Terraform records the information about what is created in a Terraform state file after it finishes applying. By default, Terraform will create a file named terraform.tfstate
in the directory where Terraform is applied. Terraform needs this information so that it can be loaded when we need to know the state of the cluster for future modifications.
In production scenarios, storing the state file on a local file system is not desired because typically you want to share the state between operators of the system. Instead, we configure Terraform to store state remotely, and in Bedrock, we use Azure Blob Store for this storage. This is defined using a backend
block. The basic block looks like:
terraform {
backend "azurerm" {
}
}
In order to setup an Azure backend, you need an Azure Storage account. If you need to create one, navigate to the backend state directory and issue the following command:
> terraform apply -var 'name=<storage account name>' -var 'location=<storage account location>' -var 'resource_group_name=<storage account resource group>'
where storage account name
is the name of the storage account to store the Terraform state, storage account location
is the Azure region the storage account should be created in, and storage account resource group
is the name of the resource group to create the storage account in.
If there is already a pre-existing storage account, then retrieve the equivalent information for the existing account.

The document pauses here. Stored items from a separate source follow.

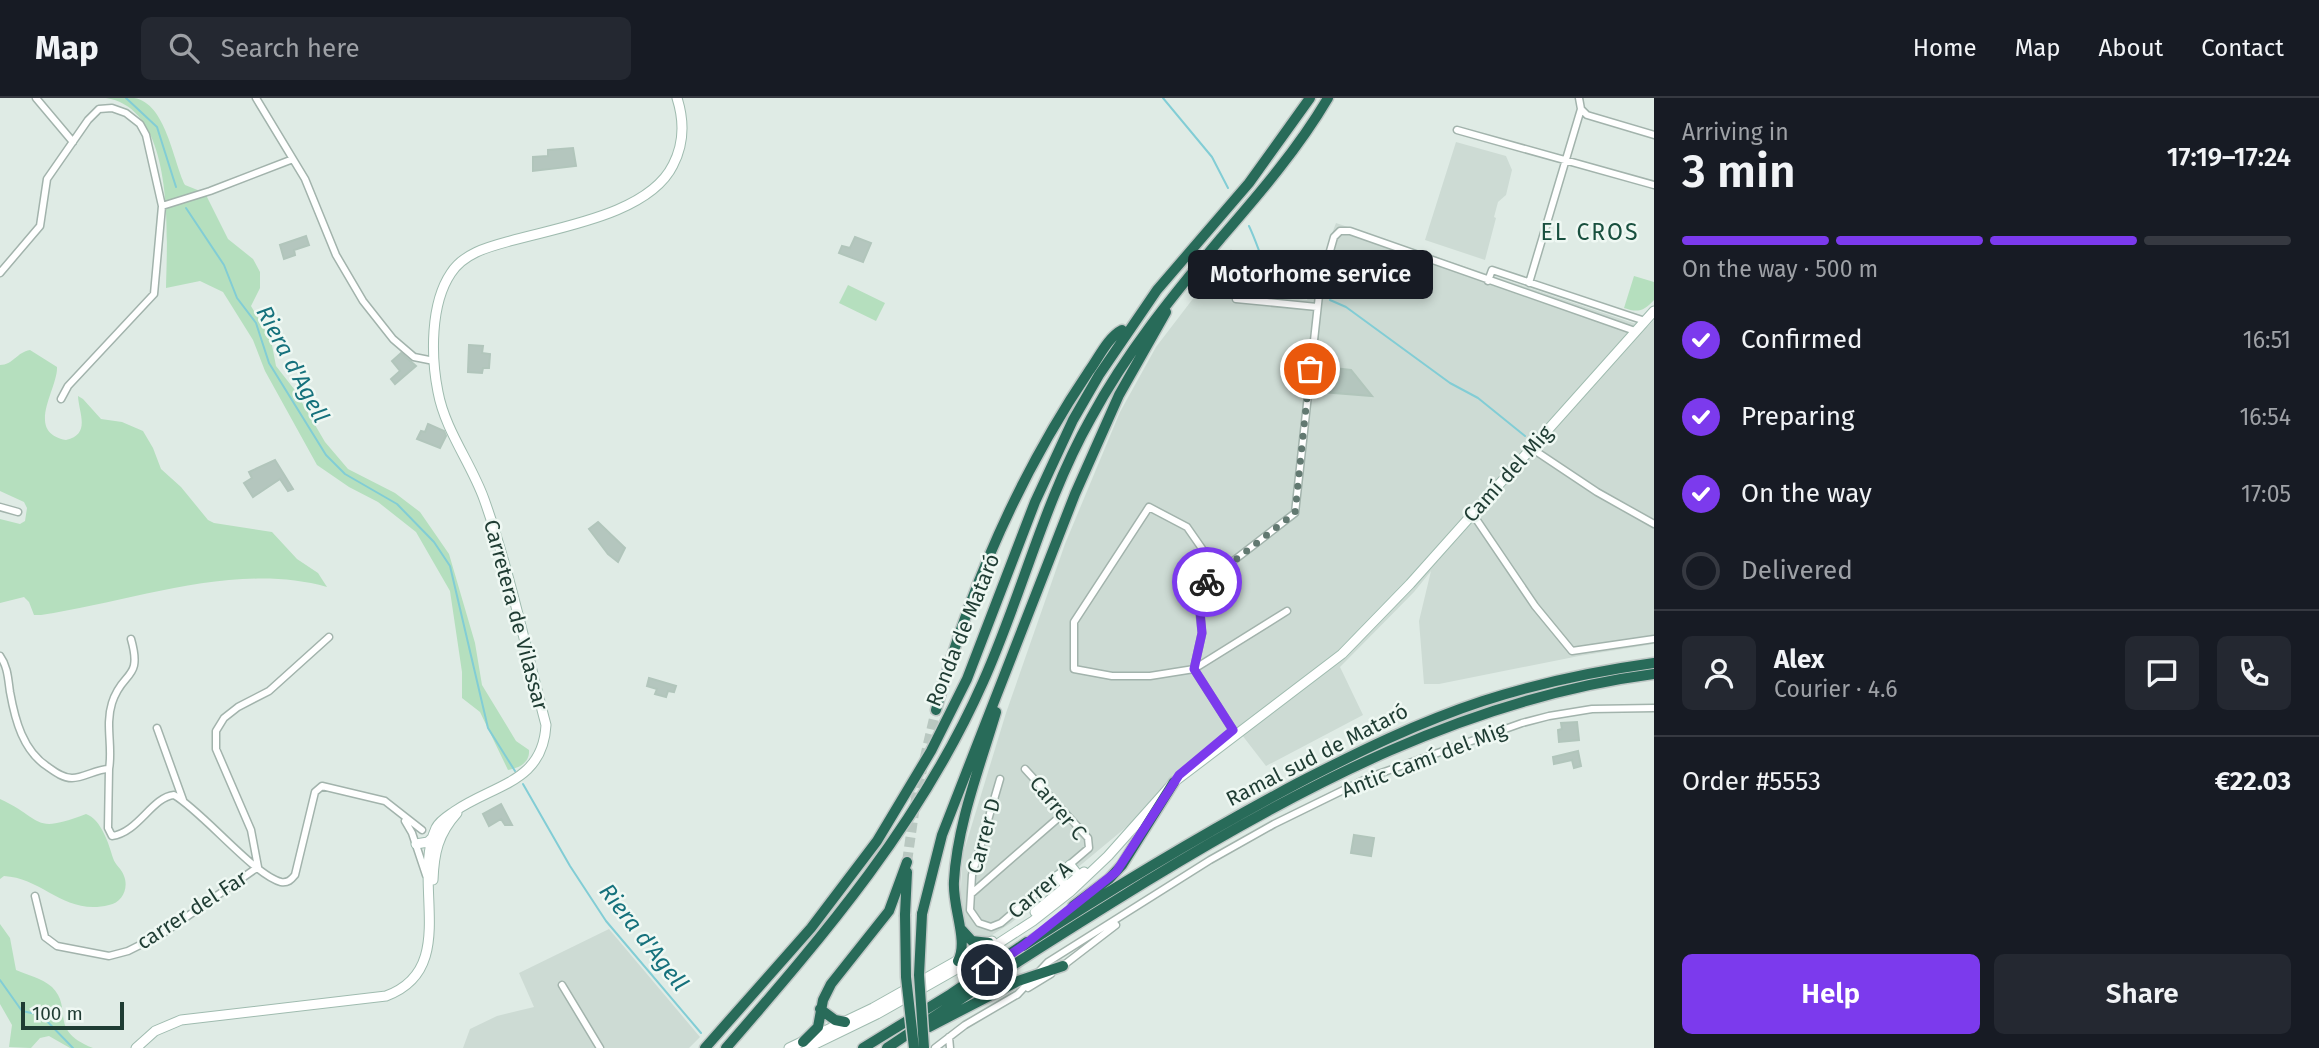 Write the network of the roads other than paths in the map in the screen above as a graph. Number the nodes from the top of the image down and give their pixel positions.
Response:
1 (36, 98) edge
2 (256, 98) edge
3 (677, 98) edge
4 (1310, 98) edge
5 (1328, 98) edge
6 (1579, 98) edge
7 (1581, 109) junction
8 (1457, 130) dead end
9 (1654, 135) edge
10 (73, 142) junction
11 (293, 159) junction
12 (1564, 160) junction
13 (1654, 185) edge
14 (162, 206) junction
15 (0, 273) edge
16 (1488, 281) junction
17 (1529, 283) junction
18 (1236, 299) dead end
19 (1168, 303) junction
20 (1317, 307) junction
21 (1654, 311) edge
22 (1645, 321) junction
23 (1128, 328) junction
24 (1635, 331) junction
25 (434, 361) junction
26 (61, 399) dead end
27 (1531, 448) junction
28 (0, 507) edge
29 (18, 512) dead end
30 (1472, 513) junction
31 (1654, 524) edge
32 (1219, 573) junction
33 (1287, 611) dead end
34 (1360, 635) junction
35 (329, 637) dead end
36 (131, 639) dead end
37 (1654, 639) edge
38 (0, 656) edge
39 (1654, 663) edge
40 (1194, 669) junction
41 (1005, 672) junction
42 (1654, 674) edge
43 (1289, 695) junction
44 (1654, 708) edge
45 (936, 710) tunnel mouth
46 (157, 728) dead end
47 (1233, 730) junction
48 (1209, 751) junction
49 (109, 769) junction
50 (1025, 769) dead end
51 (1000, 779) dead end
52 (1174, 782) junction
53 (183, 800) junction
54 (470, 801) junction
55 (1064, 813) junction
56 (402, 816) junction
57 (454, 817) junction
58 (430, 831) junction
59 (415, 840) junction
60 (1089, 848) joint
61 (1115, 848) junction
62 (1070, 866) junction
63 (258, 867) junction
64 (1058, 876) junction
65 (1079, 876) junction
66 (430, 879) junction
67 (971, 881) junction
68 (979, 886) junction
69 (1067, 887) junction
70 (971, 894) junction
71 (35, 896) dead end
72 (1139, 907) junction
73 (958, 923) junction
74 (1023, 928) junction
75 (989, 943) junction
76 (1023, 946) junction
77 (958, 961) junction
78 (1063, 966) junction
79 (1035, 975) junction
80 (562, 985) dead end
81 (1017, 995) junction
82 (821, 1009) junction
83 (845, 1022) junction
84 (949, 1037) junction
85 (805, 1045) edge
86 (890, 1047) edge
87 (136, 1048) edge
88 (600, 1048) edge
89 (705, 1048) edge
90 (726, 1048) edge
91 (789, 1048) edge
92 (863, 1048) edge
93 (914, 1048) edge
94 (924, 1048) edge
95 (935, 1048) edge
96 (950, 1048) edge

1 - 10 street
2 - 11 street
3 - 25 street, Carretera de Vilassar
4 - 23 highway, Ronda de Mataró
5 - 19 highway, Ronda de Mataró
6 - 7 street
7 - 9 street
7 - 12 street
8 - 12 street
10 - 14 street
10 - 15 street
11 - 14 street
11 - 25 street
12 - 13 street
12 - 17 street
14 - 26 street
16 - 17 street
16 - 20 street
16 - 24 street
17 - 22 street
18 - 20 street
19 - 41 highway
19 - 90 highway, Ronda de Mataró
20 - 32 street
21 - 22 street, Camí del Mig
22 - 24 street, Camí del Mig
23 - 45 highway
23 - 89 highway, Ronda de Mataró
24 - 27 street, Camí del Mig
25 - 54 street, Carretera de Vilassar
27 - 30 street, Camí del Mig
27 - 31 street
28 - 29 street
30 - 34 street, Camí del Mig
30 - 37 street
32 - 40 street
32 - 40 street
33 - 40 street
34 - 43 street, Camí del Mig
34 - 47 street, Camí del Mig
35 - 63 street
36 - 49 street
38 - 49 street
39 - 76 highway, Ramal sud de Mataró
40 - 47 street
41 - 73 highway
41 - 94 highway, bridge
42 - 86 highway
43 - 47 street, Camí del Mig
43 - 48 street, Camí del Mig
44 - 72 street, Antic Camí del Mig
46 - 53 street
47 - 48 street, Camí del Mig
48 - 52 street, Camí del Mig
48 - 65 street, Camí del Mig
49 - 53 street
50 - 55 street, Carrer C
51 - 67 street, Carrer D
52 - 61 street, Camí del Mig
52 - 76 highway
53 - 63 street
54 - 57 street
54 - 58 street, Carretera de Vilassar
55 - 60 street, Carrer C
55 - 68 street
56 - 58 street
56 - 59 street
56 - 63 street
57 - 58 street
57 - 66 street
58 - 59 street
58 - 59 street
58 - 66 street
59 - 66 street
60 - 62 street, Carrer A
61 - 65 street, Camí del Mig
61 - 74 street, Camí del Mig
62 - 64 street, Carrer A
62 - 65 street
63 - 71 street, carrer del Far
64 - 69 street
64 - 70 street, Carrer A
65 - 69 street, Camí del Mig
66 - 87 street
67 - 68 street
67 - 70 street, Carrer D
68 - 70 street
69 - 74 street, Camí del Mig
69 - 75 street, Camí del Mig
72 - 78 street, Antic Camí del Mig
72 - 79 street, Antic Camí del Mig
73 - 75 highway
73 - 77 highway
74 - 85 street, Camí del Mig
75 - 77 street, Camí del Mig
76 - 92 highway
77 - 83 street, Camí del Mig
78 - 79 highway
78 - 81 street, Antic Camí del Mig
79 - 81 street, Antic Camí del Mig
79 - 86 highway
80 - 88 street
81 - 84 street, Antic Camí del Mig
82 - 83 highway
82 - 85 highway
82 - 93 highway, bridge
83 - 85 street, Camí del Mig
84 - 95 street, Antic Camí del Mig
84 - 96 street
85 - 91 street, Camí del Mig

Once the storage account details are known, we need to fetch the storage account key so we can configure Terraform with it:
> az storage account keys list --account-name <storage account name>
With this, update backend.tfvars
file in your cluster environment directory with these values and use terraform init -backend-config=./backend.tfvars
to setup using the Azure backend.
Upon deployment of the cluster, one artifact that the terraform
scripts generate is the credentials necessary for logging into the AKS cluster that was deployed. These credentials are placed in the location specified by the variable output_directory
. For single cluster environments, this defaults to ./output
.
With the default kube config file name, you can copy this to your ~/.kube/config
by executing:
$ KUBECONFIG=./output/bedrock_kube_config:~/.kube/config kubectl config view --flatten > merged-config && mv merged-config ~/.kube/config
It is also possible to use the config that was generated directly. For instance, to list all the pods within the flux
namespace, run the following:
$ KUBECONFIG=./output/bedrock_kube_config kubectl get po --namespace=flux`
Note: To recreate/redownload credentials file from the cluster, simply delete the bedrock_kube_config
file in the location specified by the variable output_directory
and rerun terraform apply
.
It is possible to verify the health of the AKS cluster deployment by looking at the status of the flux
pods that were deployed. A standard deployment of flux
creates two pods flux
and flux-memcached
. To check the status, enter the command:
kubectl get pods --namespace=flux
The pods should be deployed, and if in a healthy state, should be in a Running
status. The output should resemble:
NAME READY STATUS RESTARTS AGE
flux-568b7ccbbc-qbnmv 1/1 Running 0 8m07s
flux-memcached-59947476d9-d6kqw 1/1 Running 0 8m07s
If the Flux pod shows a status other than 'Running' (e.g. 'Restarting...'), it likely indicates that it is unable to connect to your GitOps repo. In this case, verify that you have assigned the correct public key to the GitOps repo (with write privileges) and that you have specified the matching private key in your Terraform configuration.